What are the Geothermal Groundwater Licensing Guidelines?
The draft Geothermal Groundwater Licensing Guidelines are aimed at assisting Rural Water Corporations (RWCs) and developers of geothermal resources to understand the licensing and environmental requirements for geothermal groundwater development and use proposals. They provide a reference to identify when geothermal reinjection is a suitable solution to the disposal of wastewater from geothermal projects. The Guidelines describe the necessary application and assessment processes, and the linkages between the requirements of the Water Act 1989 (the Water Act), the Environment Protection Act 1970 (the EP Act) and the State Environment Protection Policy (Waters) 2018.
The Guidelines do not introduce additional requirements for geothermal proponents; rather, they provide a map of the current regulatory framework and existing licensing and approval processes.
The Guidelines will assist in the management of environmental risks caused by a lack of certainty of aquifer properties and potential issues associated with other wastewater disposal options.
The Guidelines do not cover the planning permit processes that development proposals must meet. Planning requirements would need to be met in addition to the relevant groundwater licences and approvals.
DELWP is undertaking consultation with stakeholders and the community and welcomes submissions on the draft Guidelines. Submissions will be accepted until close of business Friday 23 August 2019 and can be emailed to email@example.com. For further information please contact Tara Hewitt, Senior Policy Officer, Licensing – Groundwater and Unregulated Systems on 03 9637 9699.

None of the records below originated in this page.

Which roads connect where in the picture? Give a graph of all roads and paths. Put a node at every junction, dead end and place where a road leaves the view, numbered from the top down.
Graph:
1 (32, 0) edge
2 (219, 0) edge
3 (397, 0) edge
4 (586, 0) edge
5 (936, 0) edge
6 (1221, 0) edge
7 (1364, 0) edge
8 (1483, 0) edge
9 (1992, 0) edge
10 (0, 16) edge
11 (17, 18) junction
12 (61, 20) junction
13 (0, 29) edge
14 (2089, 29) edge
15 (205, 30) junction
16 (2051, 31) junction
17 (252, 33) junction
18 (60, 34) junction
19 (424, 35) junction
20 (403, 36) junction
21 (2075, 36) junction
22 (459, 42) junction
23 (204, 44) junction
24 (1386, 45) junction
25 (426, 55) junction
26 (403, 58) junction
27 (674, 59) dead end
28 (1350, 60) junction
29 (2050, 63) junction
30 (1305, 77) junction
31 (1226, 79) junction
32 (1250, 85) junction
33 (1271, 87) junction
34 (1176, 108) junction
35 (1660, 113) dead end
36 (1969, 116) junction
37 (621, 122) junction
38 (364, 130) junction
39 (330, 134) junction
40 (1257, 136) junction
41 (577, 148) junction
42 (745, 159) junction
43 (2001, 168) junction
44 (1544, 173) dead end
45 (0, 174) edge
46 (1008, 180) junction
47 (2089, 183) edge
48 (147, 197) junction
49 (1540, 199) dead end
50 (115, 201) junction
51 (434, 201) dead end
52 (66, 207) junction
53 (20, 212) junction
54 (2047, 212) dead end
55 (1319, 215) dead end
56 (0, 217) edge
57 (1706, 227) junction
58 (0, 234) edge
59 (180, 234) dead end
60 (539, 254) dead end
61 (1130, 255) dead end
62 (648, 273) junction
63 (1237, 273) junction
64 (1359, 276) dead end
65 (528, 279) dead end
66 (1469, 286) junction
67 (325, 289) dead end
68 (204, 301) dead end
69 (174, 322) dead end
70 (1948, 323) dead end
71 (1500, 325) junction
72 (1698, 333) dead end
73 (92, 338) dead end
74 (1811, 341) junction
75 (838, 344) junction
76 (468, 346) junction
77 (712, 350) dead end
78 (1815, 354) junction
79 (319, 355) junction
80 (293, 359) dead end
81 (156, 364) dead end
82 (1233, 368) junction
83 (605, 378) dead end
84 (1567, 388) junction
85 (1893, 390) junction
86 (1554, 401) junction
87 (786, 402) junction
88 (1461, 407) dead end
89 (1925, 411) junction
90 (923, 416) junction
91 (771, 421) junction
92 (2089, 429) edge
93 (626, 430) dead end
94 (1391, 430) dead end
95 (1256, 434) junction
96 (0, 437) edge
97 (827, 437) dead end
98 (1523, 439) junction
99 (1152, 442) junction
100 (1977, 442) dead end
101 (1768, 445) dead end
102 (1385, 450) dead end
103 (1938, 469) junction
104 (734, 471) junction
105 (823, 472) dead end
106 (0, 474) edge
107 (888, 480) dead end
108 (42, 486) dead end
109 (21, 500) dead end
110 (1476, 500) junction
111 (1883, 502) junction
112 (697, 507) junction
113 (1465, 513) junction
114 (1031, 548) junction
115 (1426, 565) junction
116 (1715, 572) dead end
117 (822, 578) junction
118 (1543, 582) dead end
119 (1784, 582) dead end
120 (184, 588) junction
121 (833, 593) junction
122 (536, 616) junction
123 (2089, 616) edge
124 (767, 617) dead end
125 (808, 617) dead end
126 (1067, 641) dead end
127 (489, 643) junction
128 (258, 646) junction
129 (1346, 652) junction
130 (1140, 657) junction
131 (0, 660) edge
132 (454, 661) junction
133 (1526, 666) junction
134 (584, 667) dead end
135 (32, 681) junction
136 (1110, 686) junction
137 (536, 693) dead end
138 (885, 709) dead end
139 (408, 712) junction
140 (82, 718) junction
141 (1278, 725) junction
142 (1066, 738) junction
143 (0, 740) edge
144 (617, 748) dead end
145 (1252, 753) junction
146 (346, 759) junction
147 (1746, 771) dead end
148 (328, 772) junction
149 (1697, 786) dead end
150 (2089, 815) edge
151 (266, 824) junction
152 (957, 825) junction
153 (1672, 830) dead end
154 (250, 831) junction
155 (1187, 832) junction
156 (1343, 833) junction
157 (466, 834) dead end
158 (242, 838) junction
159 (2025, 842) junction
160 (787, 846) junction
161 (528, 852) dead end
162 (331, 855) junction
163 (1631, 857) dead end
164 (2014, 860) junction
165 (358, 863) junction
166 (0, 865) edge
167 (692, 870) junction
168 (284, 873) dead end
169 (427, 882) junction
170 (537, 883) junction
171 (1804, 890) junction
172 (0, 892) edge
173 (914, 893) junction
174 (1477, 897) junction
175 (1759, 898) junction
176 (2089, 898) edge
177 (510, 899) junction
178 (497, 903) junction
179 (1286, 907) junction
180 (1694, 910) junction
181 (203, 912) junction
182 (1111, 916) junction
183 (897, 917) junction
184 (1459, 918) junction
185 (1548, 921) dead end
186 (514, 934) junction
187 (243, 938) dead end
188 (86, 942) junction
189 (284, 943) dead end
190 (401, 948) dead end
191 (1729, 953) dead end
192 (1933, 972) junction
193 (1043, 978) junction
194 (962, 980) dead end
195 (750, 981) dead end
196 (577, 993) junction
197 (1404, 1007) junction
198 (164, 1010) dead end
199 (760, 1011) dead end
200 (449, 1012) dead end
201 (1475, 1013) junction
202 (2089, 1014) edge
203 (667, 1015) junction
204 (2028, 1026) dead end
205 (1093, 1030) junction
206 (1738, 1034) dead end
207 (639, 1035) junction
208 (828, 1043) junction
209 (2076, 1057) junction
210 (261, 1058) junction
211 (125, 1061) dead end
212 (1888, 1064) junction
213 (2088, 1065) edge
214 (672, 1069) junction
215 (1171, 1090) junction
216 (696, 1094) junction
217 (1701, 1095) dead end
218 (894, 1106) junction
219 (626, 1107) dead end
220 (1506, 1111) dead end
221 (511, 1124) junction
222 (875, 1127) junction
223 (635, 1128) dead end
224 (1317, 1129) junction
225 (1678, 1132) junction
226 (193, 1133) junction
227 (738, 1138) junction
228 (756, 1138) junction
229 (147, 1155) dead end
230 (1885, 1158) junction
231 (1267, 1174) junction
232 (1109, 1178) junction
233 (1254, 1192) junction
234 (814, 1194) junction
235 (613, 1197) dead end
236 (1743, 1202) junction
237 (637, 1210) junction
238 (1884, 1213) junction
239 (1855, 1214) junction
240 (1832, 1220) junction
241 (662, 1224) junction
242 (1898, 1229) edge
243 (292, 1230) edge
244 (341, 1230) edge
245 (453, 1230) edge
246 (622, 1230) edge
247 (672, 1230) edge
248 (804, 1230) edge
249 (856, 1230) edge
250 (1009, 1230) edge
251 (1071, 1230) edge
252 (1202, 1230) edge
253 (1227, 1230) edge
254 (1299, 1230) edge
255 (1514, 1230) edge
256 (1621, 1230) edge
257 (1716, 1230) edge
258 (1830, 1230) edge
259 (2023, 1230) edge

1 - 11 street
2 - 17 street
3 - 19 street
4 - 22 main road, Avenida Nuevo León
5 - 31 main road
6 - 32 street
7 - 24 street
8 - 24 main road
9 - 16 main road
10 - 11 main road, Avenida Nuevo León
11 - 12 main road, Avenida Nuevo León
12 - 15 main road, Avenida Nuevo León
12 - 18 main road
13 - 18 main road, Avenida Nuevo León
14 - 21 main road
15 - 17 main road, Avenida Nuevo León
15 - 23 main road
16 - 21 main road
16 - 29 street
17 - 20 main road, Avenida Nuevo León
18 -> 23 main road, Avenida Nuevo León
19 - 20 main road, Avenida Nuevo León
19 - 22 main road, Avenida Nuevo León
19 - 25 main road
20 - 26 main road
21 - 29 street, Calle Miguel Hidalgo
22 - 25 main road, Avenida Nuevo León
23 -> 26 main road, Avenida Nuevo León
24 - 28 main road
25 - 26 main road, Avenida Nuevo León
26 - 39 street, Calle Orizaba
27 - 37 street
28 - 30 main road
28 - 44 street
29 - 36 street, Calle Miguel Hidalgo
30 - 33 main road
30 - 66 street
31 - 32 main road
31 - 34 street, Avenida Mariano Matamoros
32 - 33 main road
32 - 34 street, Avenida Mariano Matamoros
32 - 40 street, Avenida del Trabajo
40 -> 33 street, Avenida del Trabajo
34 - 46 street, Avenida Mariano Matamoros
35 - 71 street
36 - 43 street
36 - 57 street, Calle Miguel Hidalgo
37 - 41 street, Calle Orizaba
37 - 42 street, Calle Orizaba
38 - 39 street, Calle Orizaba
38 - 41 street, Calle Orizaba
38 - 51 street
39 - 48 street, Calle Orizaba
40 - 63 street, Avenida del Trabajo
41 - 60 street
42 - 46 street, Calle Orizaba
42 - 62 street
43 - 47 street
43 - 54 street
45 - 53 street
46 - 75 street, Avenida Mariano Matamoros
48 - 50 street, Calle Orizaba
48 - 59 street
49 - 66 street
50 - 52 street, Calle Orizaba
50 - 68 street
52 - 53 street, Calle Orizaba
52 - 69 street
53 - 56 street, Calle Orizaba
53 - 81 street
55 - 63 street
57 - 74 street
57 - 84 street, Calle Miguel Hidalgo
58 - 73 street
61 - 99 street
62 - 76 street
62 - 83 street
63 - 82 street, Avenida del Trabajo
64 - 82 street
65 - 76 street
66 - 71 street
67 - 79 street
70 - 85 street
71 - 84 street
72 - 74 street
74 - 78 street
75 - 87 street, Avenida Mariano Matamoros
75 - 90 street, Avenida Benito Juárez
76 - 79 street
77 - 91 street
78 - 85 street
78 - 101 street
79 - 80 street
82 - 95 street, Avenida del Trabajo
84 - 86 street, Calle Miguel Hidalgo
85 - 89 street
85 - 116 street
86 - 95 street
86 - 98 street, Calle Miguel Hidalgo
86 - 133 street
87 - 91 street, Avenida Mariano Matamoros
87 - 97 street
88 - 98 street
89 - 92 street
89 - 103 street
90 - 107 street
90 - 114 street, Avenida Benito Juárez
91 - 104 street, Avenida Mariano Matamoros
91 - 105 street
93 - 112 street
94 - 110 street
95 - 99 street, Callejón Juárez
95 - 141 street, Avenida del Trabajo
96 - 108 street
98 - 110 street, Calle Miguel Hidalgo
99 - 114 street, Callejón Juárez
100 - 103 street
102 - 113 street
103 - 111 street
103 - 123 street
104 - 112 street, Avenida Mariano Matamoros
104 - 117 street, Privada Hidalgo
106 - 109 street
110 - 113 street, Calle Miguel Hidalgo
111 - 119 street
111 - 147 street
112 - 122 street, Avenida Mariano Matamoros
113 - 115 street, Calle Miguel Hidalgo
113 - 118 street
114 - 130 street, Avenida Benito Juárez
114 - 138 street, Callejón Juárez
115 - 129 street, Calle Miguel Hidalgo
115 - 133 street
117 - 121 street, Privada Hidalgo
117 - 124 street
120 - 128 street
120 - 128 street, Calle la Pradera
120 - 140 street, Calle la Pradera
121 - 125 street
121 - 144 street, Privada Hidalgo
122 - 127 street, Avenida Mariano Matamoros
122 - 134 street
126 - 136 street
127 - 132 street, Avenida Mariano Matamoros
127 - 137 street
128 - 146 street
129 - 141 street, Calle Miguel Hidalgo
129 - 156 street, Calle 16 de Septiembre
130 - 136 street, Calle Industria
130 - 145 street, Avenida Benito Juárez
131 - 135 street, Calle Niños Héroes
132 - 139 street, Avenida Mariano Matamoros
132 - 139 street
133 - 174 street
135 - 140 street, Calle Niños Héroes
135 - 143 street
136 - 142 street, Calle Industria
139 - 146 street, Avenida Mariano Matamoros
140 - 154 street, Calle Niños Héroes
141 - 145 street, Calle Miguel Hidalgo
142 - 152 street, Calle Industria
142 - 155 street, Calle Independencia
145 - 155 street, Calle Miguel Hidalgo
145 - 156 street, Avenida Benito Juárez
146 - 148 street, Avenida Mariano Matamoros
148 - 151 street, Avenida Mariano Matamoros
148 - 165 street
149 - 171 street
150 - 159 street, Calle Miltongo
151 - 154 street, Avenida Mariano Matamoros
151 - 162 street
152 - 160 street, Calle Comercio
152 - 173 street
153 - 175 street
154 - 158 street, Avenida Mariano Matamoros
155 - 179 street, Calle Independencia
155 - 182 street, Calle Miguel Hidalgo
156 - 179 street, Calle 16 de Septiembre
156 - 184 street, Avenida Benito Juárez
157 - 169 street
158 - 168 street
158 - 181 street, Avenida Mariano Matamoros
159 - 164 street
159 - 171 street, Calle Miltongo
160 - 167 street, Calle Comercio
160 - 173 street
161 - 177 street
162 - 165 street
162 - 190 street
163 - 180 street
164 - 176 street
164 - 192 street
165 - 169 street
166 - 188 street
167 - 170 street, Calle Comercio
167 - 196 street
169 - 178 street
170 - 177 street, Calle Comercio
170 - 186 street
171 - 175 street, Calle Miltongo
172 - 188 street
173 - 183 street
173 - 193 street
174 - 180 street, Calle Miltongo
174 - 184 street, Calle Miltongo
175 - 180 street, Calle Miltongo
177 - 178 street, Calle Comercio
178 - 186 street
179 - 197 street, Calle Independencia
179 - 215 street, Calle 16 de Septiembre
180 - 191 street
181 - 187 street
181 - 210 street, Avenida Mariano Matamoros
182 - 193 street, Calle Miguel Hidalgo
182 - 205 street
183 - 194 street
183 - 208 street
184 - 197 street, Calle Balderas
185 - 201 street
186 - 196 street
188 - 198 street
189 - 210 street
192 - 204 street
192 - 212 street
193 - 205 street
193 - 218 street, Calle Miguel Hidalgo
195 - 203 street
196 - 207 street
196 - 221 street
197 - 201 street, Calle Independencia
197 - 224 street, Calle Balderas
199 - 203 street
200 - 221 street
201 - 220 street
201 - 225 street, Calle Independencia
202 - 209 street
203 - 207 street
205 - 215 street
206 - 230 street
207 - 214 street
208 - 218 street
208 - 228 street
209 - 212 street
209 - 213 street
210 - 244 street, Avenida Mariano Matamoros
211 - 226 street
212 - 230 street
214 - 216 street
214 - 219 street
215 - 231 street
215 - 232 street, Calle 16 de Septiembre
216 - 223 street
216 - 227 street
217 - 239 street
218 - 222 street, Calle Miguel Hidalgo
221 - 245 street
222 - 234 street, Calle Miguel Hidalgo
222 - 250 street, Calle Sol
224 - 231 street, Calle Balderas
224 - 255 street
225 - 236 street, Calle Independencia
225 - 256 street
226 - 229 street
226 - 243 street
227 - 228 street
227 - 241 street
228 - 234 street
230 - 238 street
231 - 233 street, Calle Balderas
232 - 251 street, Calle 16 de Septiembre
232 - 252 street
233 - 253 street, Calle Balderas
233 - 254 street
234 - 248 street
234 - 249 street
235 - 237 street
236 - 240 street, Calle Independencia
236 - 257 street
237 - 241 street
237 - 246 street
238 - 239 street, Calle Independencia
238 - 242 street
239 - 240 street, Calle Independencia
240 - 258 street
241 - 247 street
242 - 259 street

Geothermal Groundwater Licensing Essentials
Increased demand for geothermal groundwater is being driven by the popularity of developments such as hot springs and the use of geothermal resources for heating. To provide for more equitable sharing of geothermal resources, and better management of waste streams, clarity is needed about reinjection requirements for resource managers and geothermal developers.
The use of reinjection allows developers to demonstrate industry best practice rather than disposing of wastewater by other methods, such as via a sewer, watercourse, evaporative system, or ocean outfall.
The Guidelines can provide the environment and other groundwater users protection from the potential impacts of other users through managing the quality and temperature of reinjected water.
Reinjected treated wastewater can be offset against the groundwater extraction volume. This can enable the potential for an increased number of users to be authorised to access a limited resource. In this way, geothermal reinjection can improve outcomes in communities by maximising the productive use of water.
The processes involved in applying for relevant water licences and approvals, and assessing whether reinjection is an appropriate condition, are provided under the Water Act and the EP Act. These are explained in the draft Guidelines to provide a process map for proponents. In summary:
- Proponents apply, via the relevant RWC, for a section 51 licence to take and use water under the Water Act. They may already be aware of the possibility of reinjection requirements, or this may be discussed during the licence application process. The applicant will then need to prepare an Initial Project Assessment.
- The project will be screened by the RWC. At this stage the Initial Project Assessment would be referred to the Environment Protection Authority (EPA) for comment.
- The next stage requires the submission and assessment of a full Scheme Project Plan. The plan must include a risk assessment of the project, and proposed risk management strategies. As well as the section 51 licence, applicants will also need to apply for a licence to construct a bore under section 67 of the Water Act. Where reinjection is the wastewater disposal method, an application to dispose to an aquifer under section 76 of the Water Act is also required.
Projects may be subject to EPA works approvals. Projects with significant risk will require a scheme pilot. Scheme Project Plans will be assessed by the RWC, and final approval granted where the scheme meets all requirements. If found to be the best method of wastewater disposal, reinjection will be a condition on the section 51 take and use licence.
Standard licence and approval conditions will apply to geothermal projects. Further conditions, including metering, monitoring and reporting may also be required.
Separate to this process, proponents of geothermal projects also need to apply for and obtain the required planning approvals.